My 10 pound increase is definitely realistic, but the 20 pound improvement is a ‘stretch goal’ over the next month.
Think of your goals in “buckets” of different outcomes.
Here are the big “buckets” (there may be others, as well).
1-Aesthetic (Body Composition)
Now, here are some examples of specific goals, to give you an idea:
- Lose 5-10 lbs of body fat
- Decrease body fat by 2% or greater
- Fit into “old jeans” by end of month
- Decrease waist size by 1/2′
- Increase Muscle Mass in Chest, Arms.
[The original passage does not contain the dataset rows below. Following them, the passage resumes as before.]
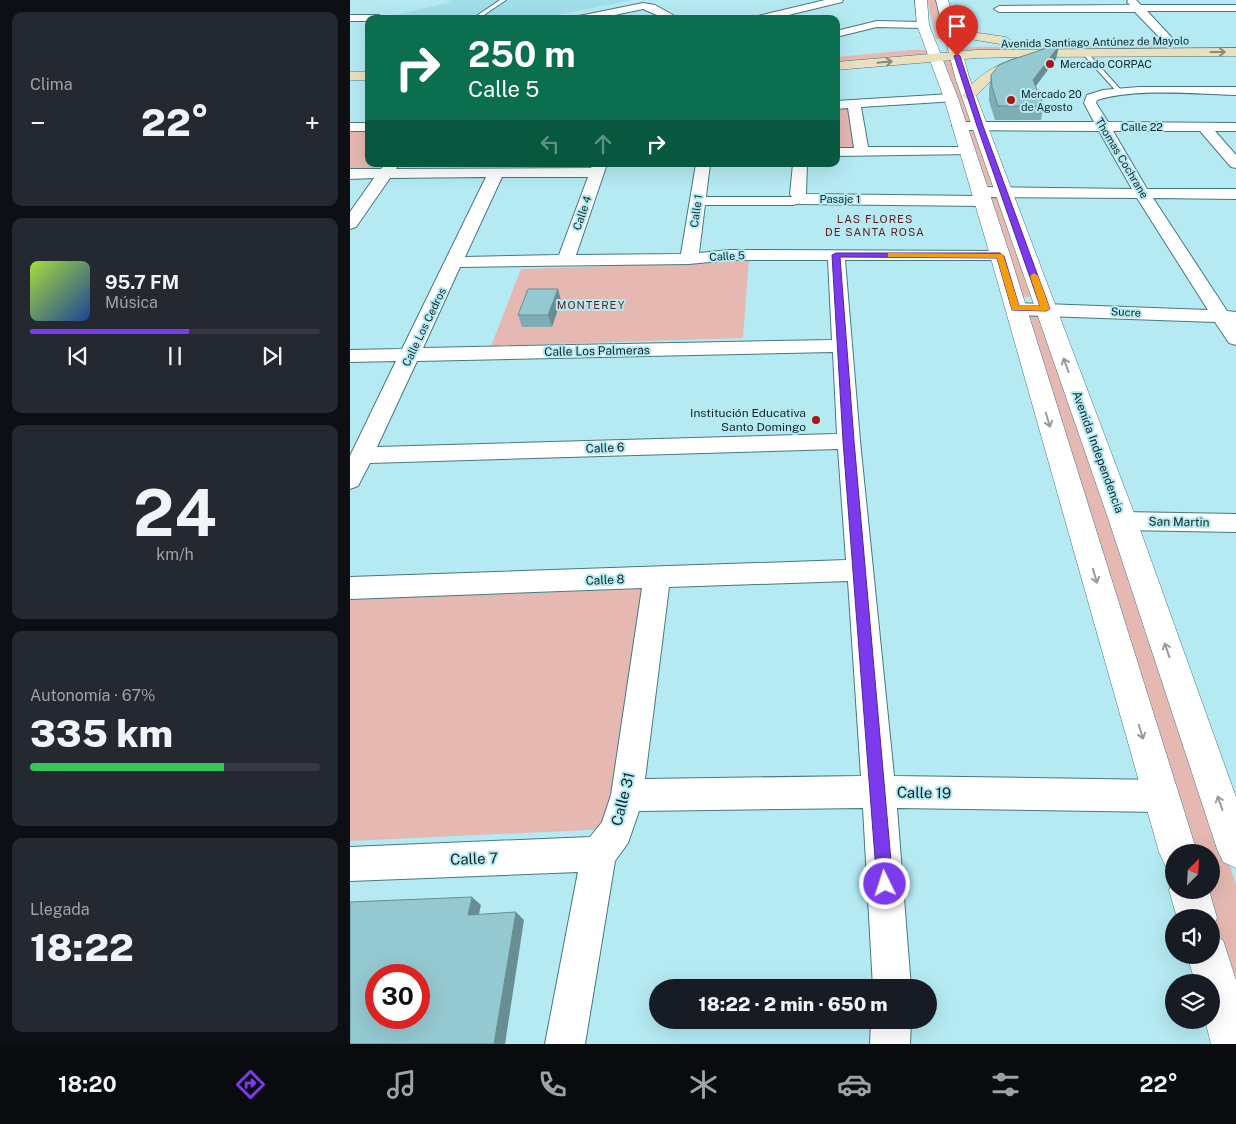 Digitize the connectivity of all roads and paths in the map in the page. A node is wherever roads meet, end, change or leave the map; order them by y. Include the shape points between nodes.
1 (503, 0) edge
2 (921, 0) edge
3 (942, 0) edge
4 (1130, 0) edge
5 (1221, 0) edge
6 (832, 1) edge
7 (776, 4) dead end
8 (362, 6) dead end
9 (808, 8) junction
10 (1192, 8) junction
11 (1236, 8) edge
12 (999, 9) dead end
13 (1138, 9) junction
14 (793, 11) junction
15 (480, 15) edge
16 (614, 15) edge
17 (667, 15) edge
18 (776, 15) edge
19 (822, 15) dead end
20 (350, 17) edge
21 (365, 18) edge
22 (948, 23) junction
23 (840, 24) edge
24 (923, 25) junction
25 (854, 30) junction
26 (840, 33) edge
27 (1169, 41) junction
28 (1236, 41) edge
29 (1028, 43) junction
30 (944, 50) junction
31 (1057, 52) junction
32 (1084, 52) junction
33 (1236, 52) edge
34 (840, 55) edge
35 (840, 65) edge
36 (365, 77) edge
37 (351, 79) edge
38 (365, 85) edge
39 (1236, 91) edge
40 (1119, 92) junction
41 (960, 97) junction
42 (854, 103) junction
43 (840, 105) edge
44 (969, 126) junction
45 (350, 127) edge
46 (365, 127) edge
47 (1103, 127) junction
48 (1204, 127) junction
49 (1236, 127) edge
50 (966, 151) junction
51 (840, 152) edge
52 (862, 152) junction
53 (1236, 164) edge
54 (703, 167) edge
55 (800, 167) edge
56 (389, 168) edge
57 (598, 168) edge
58 (496, 173) junction
59 (350, 174) edge
60 (1142, 193) junction
61 (1236, 194) edge
62 (989, 195) junction
63 (801, 200) junction
64 (698, 201) junction
65 (350, 224) edge
66 (836, 255) junction
67 (1000, 256) junction
68 (689, 259) junction
69 (455, 262) junction
70 (565, 262) junction
71 (1015, 309) junction
72 (1046, 309) junction
73 (1229, 317) edge
74 (1236, 340) edge
75 (843, 346) junction
76 (410, 355) junction
77 (350, 356) edge
78 (849, 441) junction
79 (362, 456) junction
80 (350, 480) edge
81 (1123, 521) junction
82 (1236, 523) edge
83 (861, 570) junction
84 (657, 578) junction
85 (350, 588) edge
86 (879, 792) junction
87 (627, 795) junction
88 (1160, 796) junction
89 (1175, 844) edge
90 (1236, 849) edge
91 (599, 854) junction
92 (350, 864) edge
93 (1211, 964) edge
94 (891, 979) edge
95 (890, 1029) edge
96 (565, 1044) edge
97 (890, 1044) edge
98 (1233, 1044) edge

1 - 15 lane
2 - 24 street
3 - 22 street
4 - 13 street
5 - 10 street
6 - 9 street
7 - 14 street
8 - 20 street
9 - 14 street
9 - 19 street
10 - 11 street
10 - 13 street
12 - 13 street
13 - 27 street
14 - 18 street
16 - 17 street via 643,6
20 - 21 street
22 - 29 main road via 968,35
22 - 30 street
23 - 25 street
24 - 25 street via 877,24
24 - 30 street
25 - 26 street
27 - 28 main road, Avenida Santiago Antúnez de Mayolo
27 - 29 main road, Avenida Santiago Antúnez de Mayolo
29 - 30 main road, Avenida Santiago Antúnez de Mayolo
30 - 31 main road, Avenida Santiago Antúnez de Mayolo
30 - 34 main road
35 -> 30 main road
30 - 41 street, Avenida Independencia
31 - 32 main road, Avenida Santiago Antúnez de Mayolo
31 - 41 main road via 1016,62
32 -> 33 main road, Avenida Santiago Antúnez de Mayolo
32 - 40 lane
36 - 37 main road
37 - 38 main road
39 - 40 street, Thomas Cochrane
40 - 47 street, Thomas Cochrane via 1097,94 1092,98 1090,103
41 - 42 street
41 - 44 street, Avenida Independencia
42 - 43 street
42 - 52 street
44 - 47 street, Calle 22
44 - 50 street, Avenida Independencia
44 - 62 street, Avenida Independencia
45 - 46 street
47 - 48 street, Calle 22
47 - 60 street, Thomas Cochrane
48 - 49 street, Calle 22
48 - 53 street
50 - 52 street
50 - 62 street, Avenida Independencia
51 - 52 street
54 - 64 street, Calle 1
55 - 63 street via 798,194
56 - 58 street
56 - 59 street
56 - 65 street
57 - 58 street
57 - 70 street, Calle 4
58 - 69 street, Calle Los Cedros
60 - 61 street, Pasaje 1
60 - 62 street, Pasaje 1
60 - 73 street, Thomas Cochrane
62 - 63 street, Pasaje 1
62 - 67 street, Avenida Independencia
62 - 72 street, Avenida Independencia
63 - 64 street, Pasaje 1
64 - 68 street, Calle 1
66 - 67 street, Calle 5
66 - 68 street, Calle 5 via 730,255
66 - 75 street
67 - 71 street, Avenida Independencia
68 - 70 street, Calle 5
69 - 70 street, Calle 5
69 - 76 street, Calle Los Cedros
71 - 72 street, Sucre
71 -> 88 street, Avenida Independencia
72 - 73 street, Sucre
81 -> 72 street, Avenida Independencia
73 - 74 street, Thomas Cochrane
75 - 76 street, Calle Los Palmeras
75 - 78 street
76 - 77 street, Calle Los Palmeras
76 - 79 street, Calle Los Cedros
78 - 79 street, Calle 6
78 - 83 street
79 - 80 street, Calle Los Cedros
81 - 82 street, San Martin
90 -> 81 street, Avenida Independencia
83 - 84 street, Calle 8
83 - 86 street
84 - 85 street, Calle 8
84 - 87 street, Calle 31
86 - 87 street, Calle 19
86 - 88 street, Calle 19
86 - 94 street
87 - 91 street, Calle 31 via 616,831
88 - 89 street, Avenida Independencia
91 - 92 street, Calle 7
91 - 96 street, Calle 31
93 - 98 street
95 - 97 street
Legs by 1/4″-1/2″
- Increase strength in Deadlift by 10#
- Barbell Back Squat Bodyweight x 10 reps
- Hit new PR (personal record) in barbell squat
- Complete kettlebell Snatch test (depends where you are currently)
- Complete 500 swings in one exercise session
- Press 1/2 Bodyweight kettlbell or hit new PR
- Complete 10,000 swings for the month
- Sprint 2 times per week (performing 8, 50 yard sprints each session)
- Or maybe to complete “X” program for the challenge and sense of accomplishment
These are just examples, so give it some thought.
The idea is to have one big, primary goal (and maybe a few secondary goals).
Once you have the goal (and know your starting point), then pick the appropriate program you will fully commit to over the next month.
Then, here’s how it works and how you’ll benefit.
There will be 3 “check-in” days per week (Monday, Wednesday, and Friday) on the Facebook Fan Page, beginning on Monday, 9/30/13.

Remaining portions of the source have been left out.